Ora looked perplexed, but Ireg smiled, “You-good-thing-man,” he said tentatively.
“Russell-good-thing-man. Ireg-good-thing-man. Not-hurt.”
Ireg stood up carefully and slowly, to show that he would neither run nor fight. Then he stretched himself, and the muscles rippled on his sturdy limbs.
Absu said solemnly: “You-big-thing-man. Hard-big. Hard-make-cold-hurt. Good.”
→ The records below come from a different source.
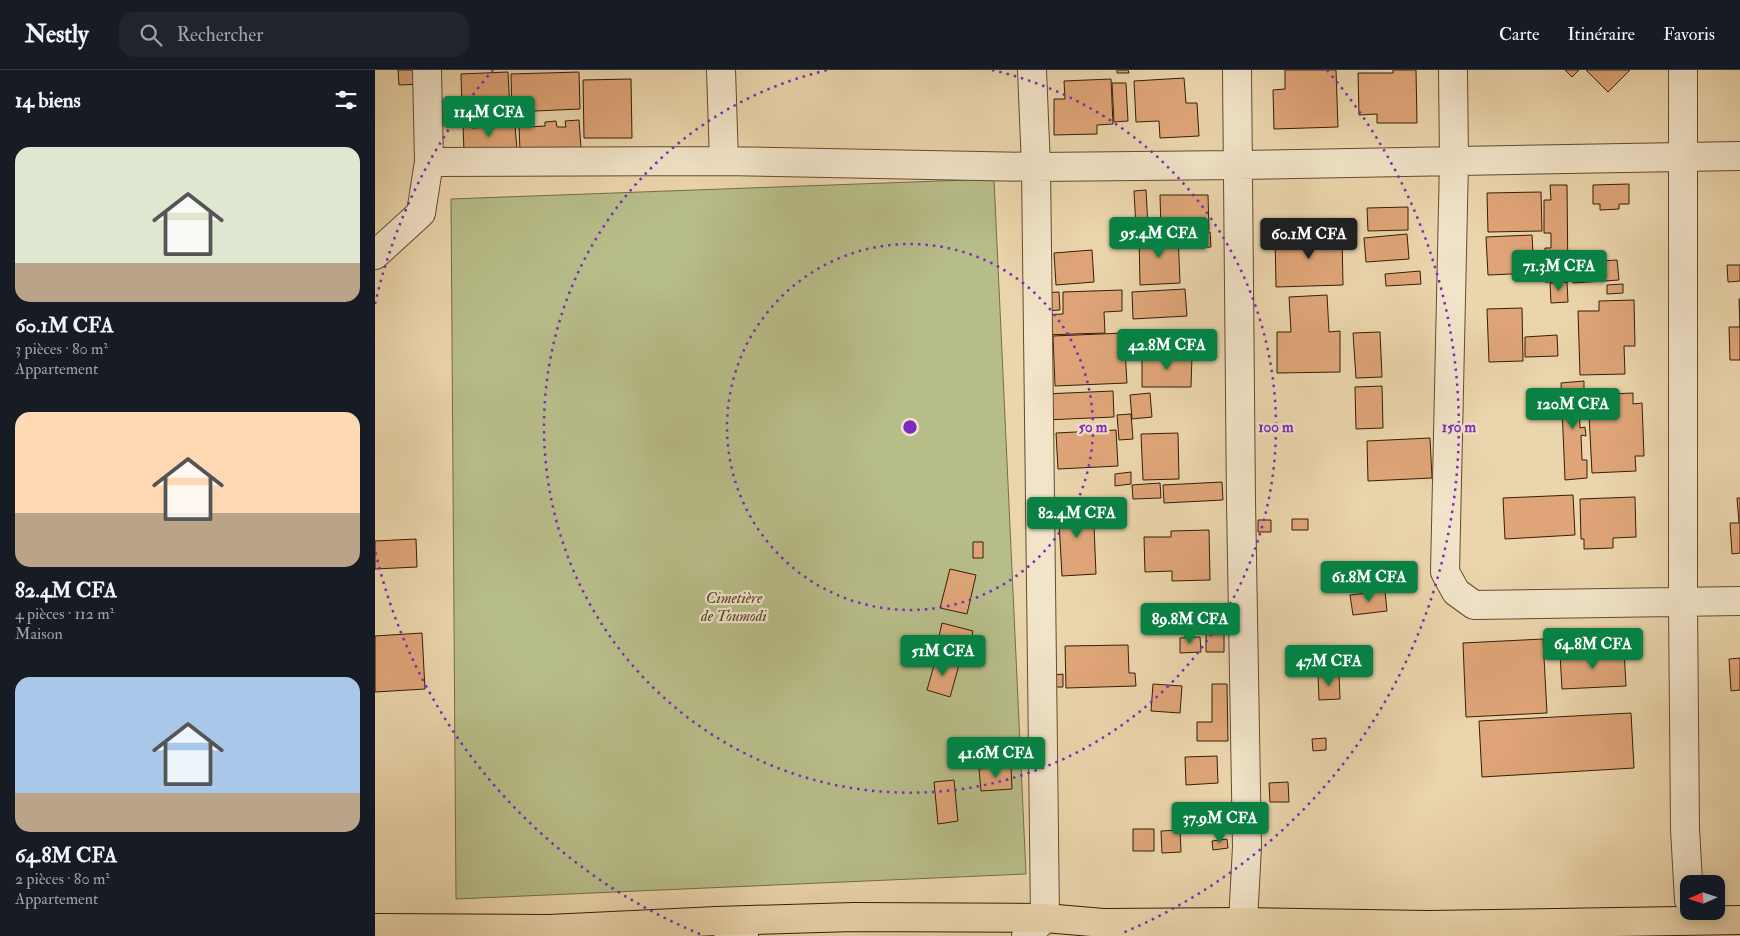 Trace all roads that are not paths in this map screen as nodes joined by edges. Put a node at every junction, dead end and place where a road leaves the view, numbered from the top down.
1 (427, 70) edge
2 (721, 70) edge
3 (1031, 70) edge
4 (1237, 70) edge
5 (1453, 70) edge
6 (1683, 70) edge
7 (1740, 156) edge
8 (1682, 157) junction
9 (724, 161) junction
10 (1454, 161) junction
11 (429, 162) junction
12 (1238, 165) junction
13 (1036, 168) junction
14 (375, 255) edge
15 (1740, 601) edge
16 (1683, 603) junction
17 (1687, 875) edge
18 (1680, 911) edge
19 (1725, 917) edge
20 (1740, 920) edge
21 (717, 921) junction
22 (1243, 922) junction
23 (1036, 927) edge
24 (375, 928) edge
25 (1101, 930) edge
26 (744, 936) edge

1 - 11 street
2 - 9 street
3 - 13 street
4 - 12 street
5 - 10 street
6 - 8 street
7 - 8 street
8 - 10 street
8 - 16 street
9 - 11 street
9 - 13 street
10 - 12 street
10 - 16 street
11 - 14 street
12 - 13 street
12 - 22 street
13 - 23 street
15 - 16 street
16 - 17 street
18 - 22 main road
19 - 20 main road
21 - 23 main road
21 - 24 main road
21 - 26 street
22 - 25 main road
23 - 25 main road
Russell gazed at him in surprise.
“Do not be too surprised,” said Absu drily. “I, too, must learn to speak his strange word patterns, Russell. It may be that in the end Ireg and Absu mes Marur will understand each other well. Since each, in his fashion, is a warrior.” He laughed. “I have thought much about you and your magicians, Russell. You once told me that you came from a world beyond the stars and on the far side of the sun. This I find hard to believe, since I know that the world is flat and that beyond the fire of the sun and the lanterns of the stars there can be nothing that a man may understand without first receiving the gift of madness—or, perhaps, of great wisdom. Yet I know also that you would not willingly deceive me, and that many strange things have happened to bring all of us far from our own lands. It may be that Ireg and his kind have been brought here from a far country. Are we not all, then, brothers in misfortune? There is much that I must seek to understand.”